Notre plan de recherche présente certaines limites. Premièrement, bien que nous incluons les plus importants postes de coûts et de recettes, nous ne les couvrons pas tous. Nos calculs doivent de ce fait être appréhendés comme des estimations, basées sur les données disponibles. Deuxièmement, les investissements dans les complexes sportifs peuvent être amortis sur une plus longue période et on pourrait avancer l’argument que leur coût ne devrait pas être imputé uniquement à l’événement qui les a occasionnés.

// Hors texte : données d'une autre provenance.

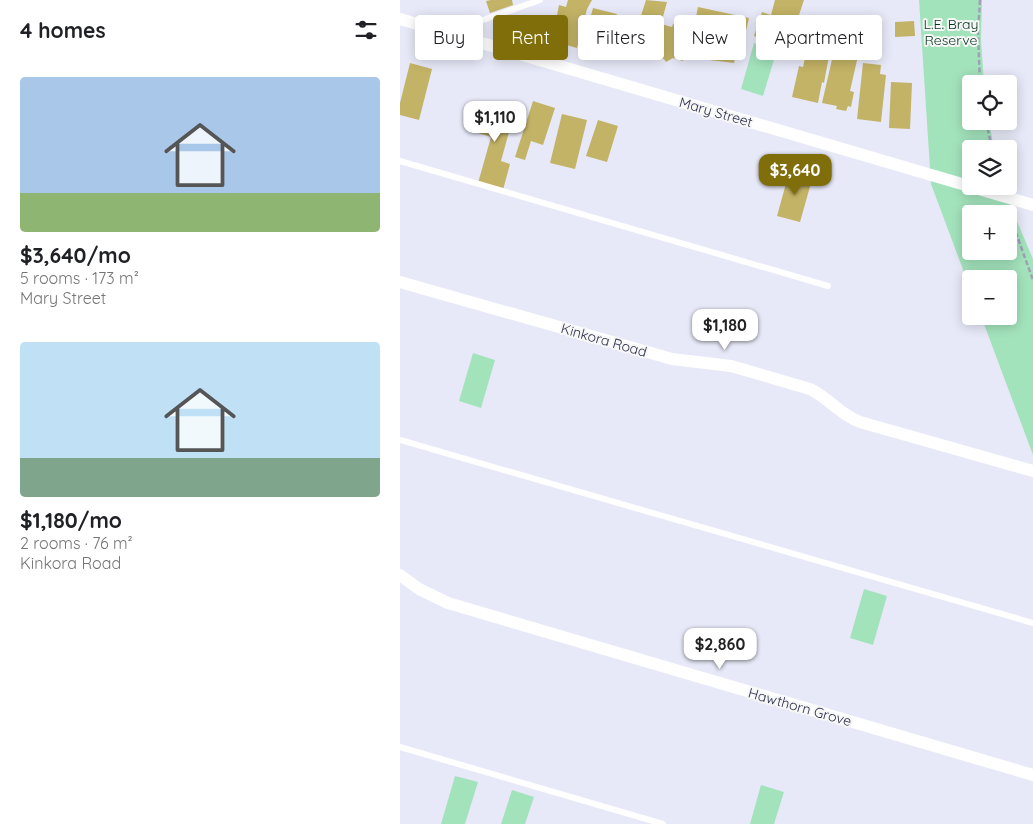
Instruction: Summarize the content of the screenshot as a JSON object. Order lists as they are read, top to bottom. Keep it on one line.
{"streets":{"street":["Mary Street","Kinkora Road","Hawthorn Grove"]},"parks":["L.E. Bray Reserve"],"page":{"heading":"4 homes","chip":["Buy","Rent","Filters","New","Apartment"],"list":[{"name":"$3,640/mo","note":"5 rooms · 173 m² · Mary Street"},{"name":"$1,180/mo","note":"2 rooms · 76 m² · Kinkora Road"}],"map_buttons":["+","−"],"price":["$1,110","$3,640","$1,180","$2,860"]}}
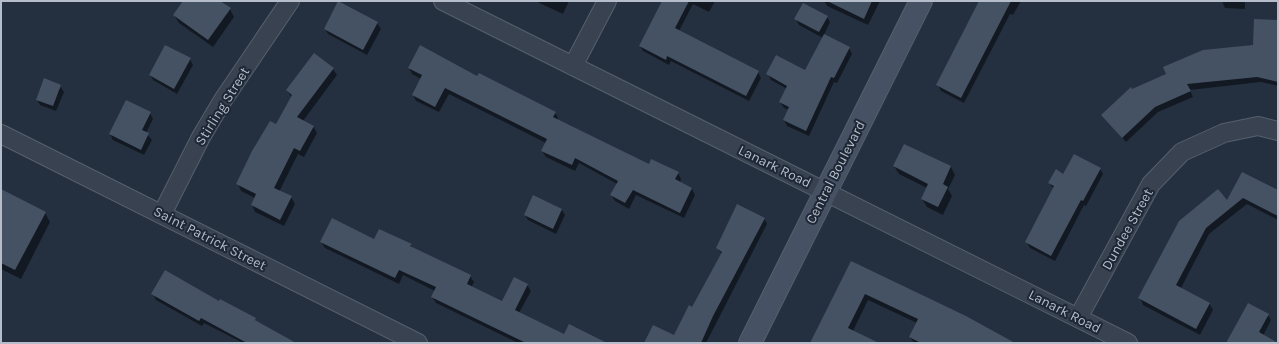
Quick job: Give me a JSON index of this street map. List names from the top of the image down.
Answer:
{
  "streets": {
    "street": [
      "Stirling Street",
      "Lanark Road",
      "Central Boulevard",
      "Dundee Street",
      "Saint Patrick Street"
    ]
  },
  "crossings": [
    ["Stirling Street", "Saint Patrick Street"],
    ["Lanark Road", "Central Boulevard"],
    ["Lanark Road", "Dundee Street"]
  ]
}
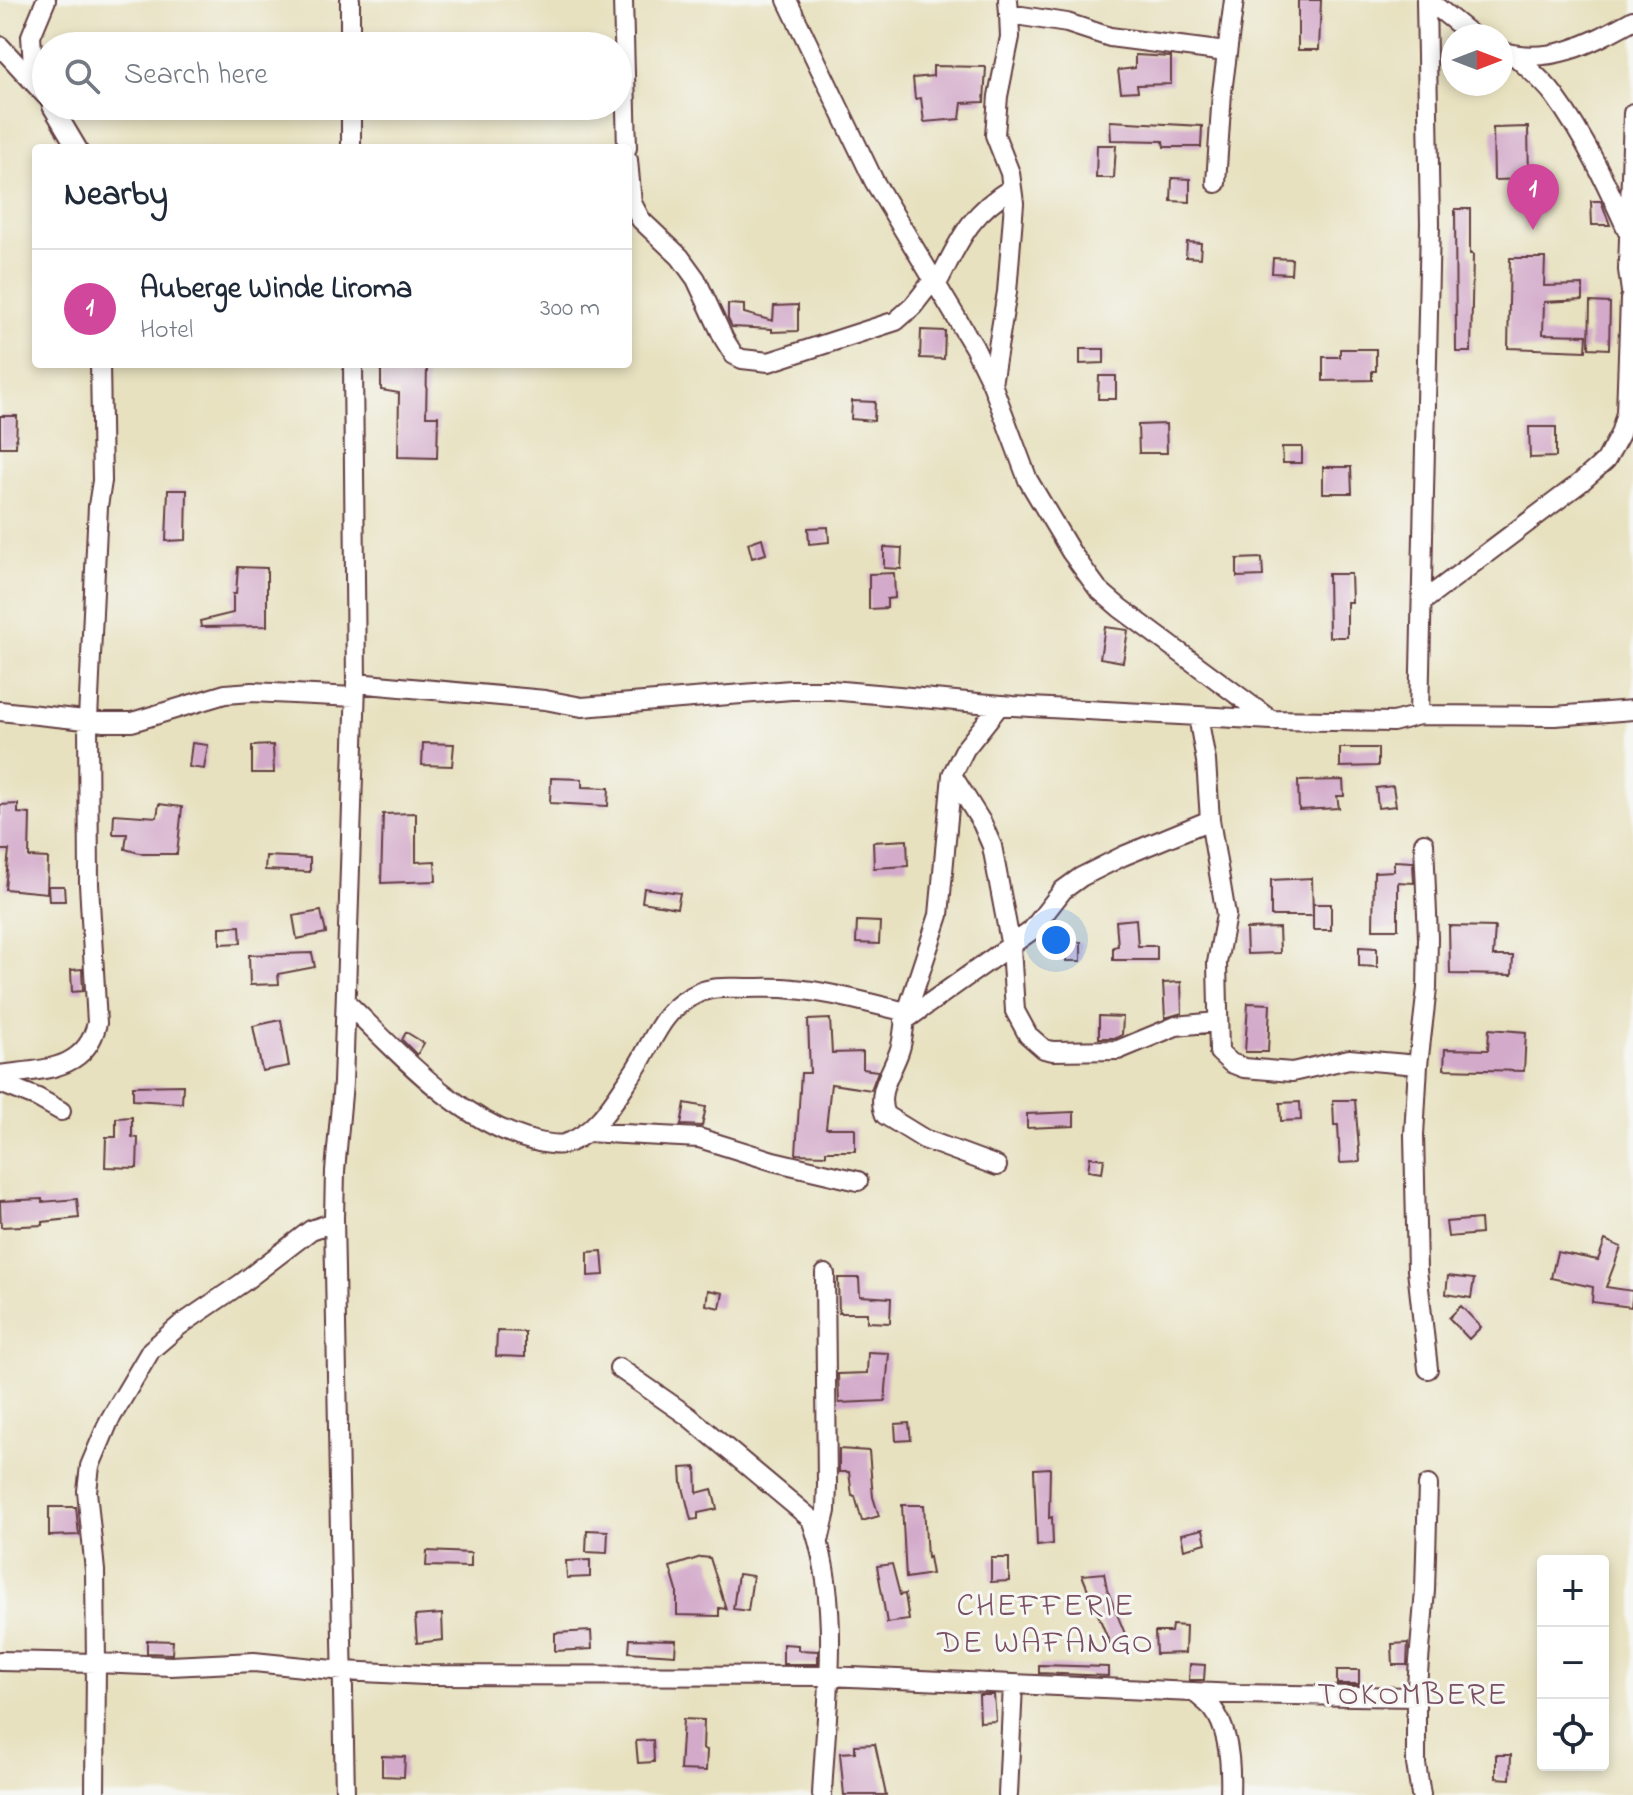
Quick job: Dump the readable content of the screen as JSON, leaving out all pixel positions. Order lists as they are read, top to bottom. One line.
{"districts":["CHEFFERIE DE WAFANGO","TOKOMBERE"],"north":"right","page":{"search":"Search here","heading":"Nearby","pins":"1","list":[{"mark":"1","name":"Auberge Winde Liroma","note":"Hotel","value":"300 m"}],"map_buttons":["+","−"]}}
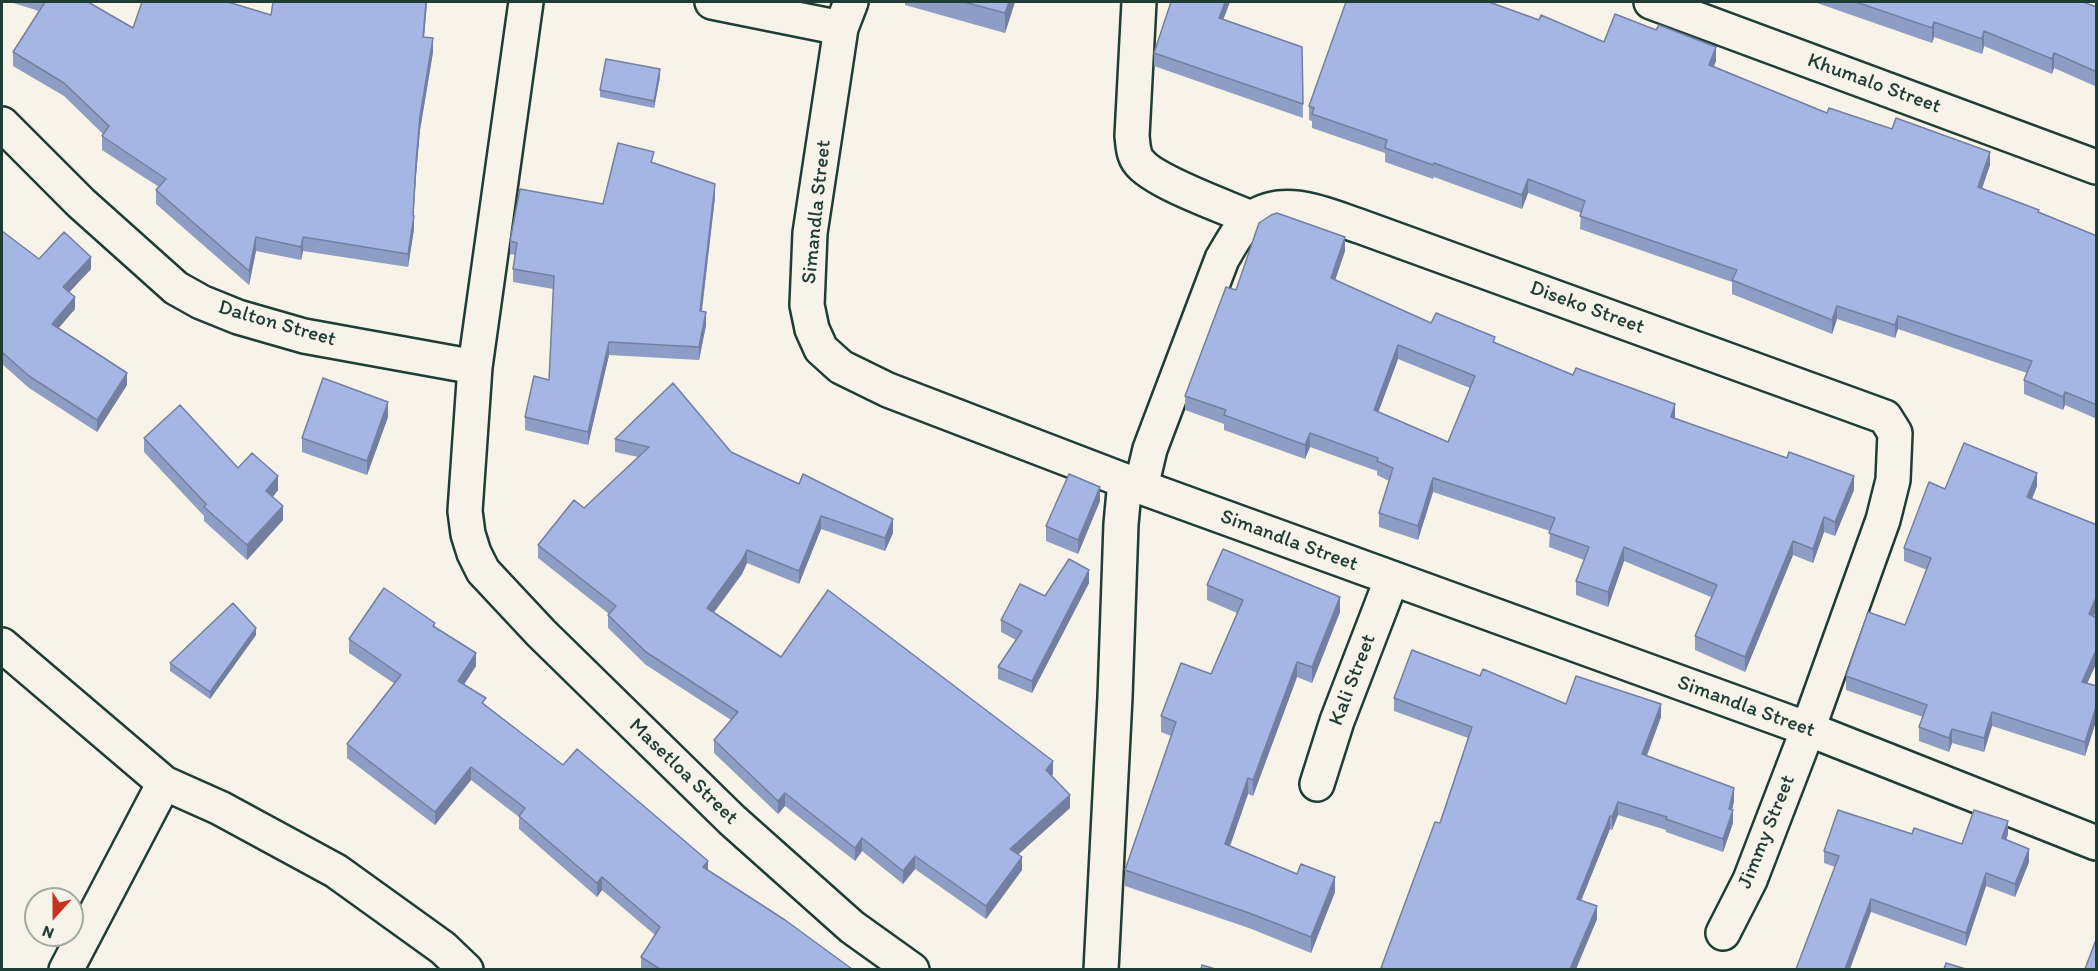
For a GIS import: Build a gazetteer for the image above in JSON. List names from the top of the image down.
{
  "streets": {
    "street": [
      "Khumalo Street",
      "Simandla Street",
      "Diseko Street",
      "Dalton Street",
      "Kali Street",
      "Masetloa Street",
      "Jimmy Street"
    ]
  },
  "crossings": [
    ["Simandla Street", "Diseko Street"],
    ["Simandla Street", "Kali Street"],
    ["Simandla Street", "Jimmy Street"],
    ["Diseko Street", "Jimmy Street"],
    ["Dalton Street", "Masetloa Street"]
  ],
  "north": "bottom"
}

D’un autre côté, les stades construits pour les méga-événements constituent souvent des fardeaux financiers pour les hôtes après la tenue de l’événement (Alm et al., 2016), on pourrait alors avancer le contraire et affirmer que le véritable coût dépasse les coûts de construction. Troisièmement, nous considérons seulement les coûts directs et les recettes directes, conscients que les résultats pourraient être différents si on prenaient en compte les coûts indirects et les recettes indirectes. Quatrièmement et pour finir, accueillir un méga-événement peut être motivé par d’autres objectifs que ceux purement économiques, comme par exemple des objectifs politiques (Grix, 2013) ou de développement urbain (Lauermann, 2014; Trubina, 2019). Un examen économique tel que celui-là ne peut éclairer qu’une seule partie d’une analyse coût-recette plus complète.

Analyse

Recettes

Le schéma 2 montre l’évolution longitudinale des recettes et des coûts des Jeux d’été et d’hiver et de la Coupe du Monde de Football. Les Jeux d’été de Los Angeles en 1984 ont été les premiers à dépasser le seuil des 1 milliard de USD2018 en terme de recettes, puis Nagaro en 1998 pour les Jeux d’hiver, et finalement la Coupe du Monde du Japon/Corée du Sud en 2002. Le temps qu’il a fallu pour dépasser le seuil des 2 milliards de USD2018 a été beaucoup plus court : cela s’est produit en 12 ans pour les Jeux d’été (Atlanta 1996, qui, en fait, a même dépassé les 3 milliards de USD2018 ) et en 4 ans pour les Jeux d’hiver (Salt Lake city 2002), tandis que pour la Coupe du Monde, l’édition de 2002 a franchi le seuil des 1 milliard de USD2018 et celui des 2 milliards d’un seul coup en rapportant presque 2,3 milliards de USD2018 , en comparaison avec les 0,9 milliards de la précédente édition en France en 1998.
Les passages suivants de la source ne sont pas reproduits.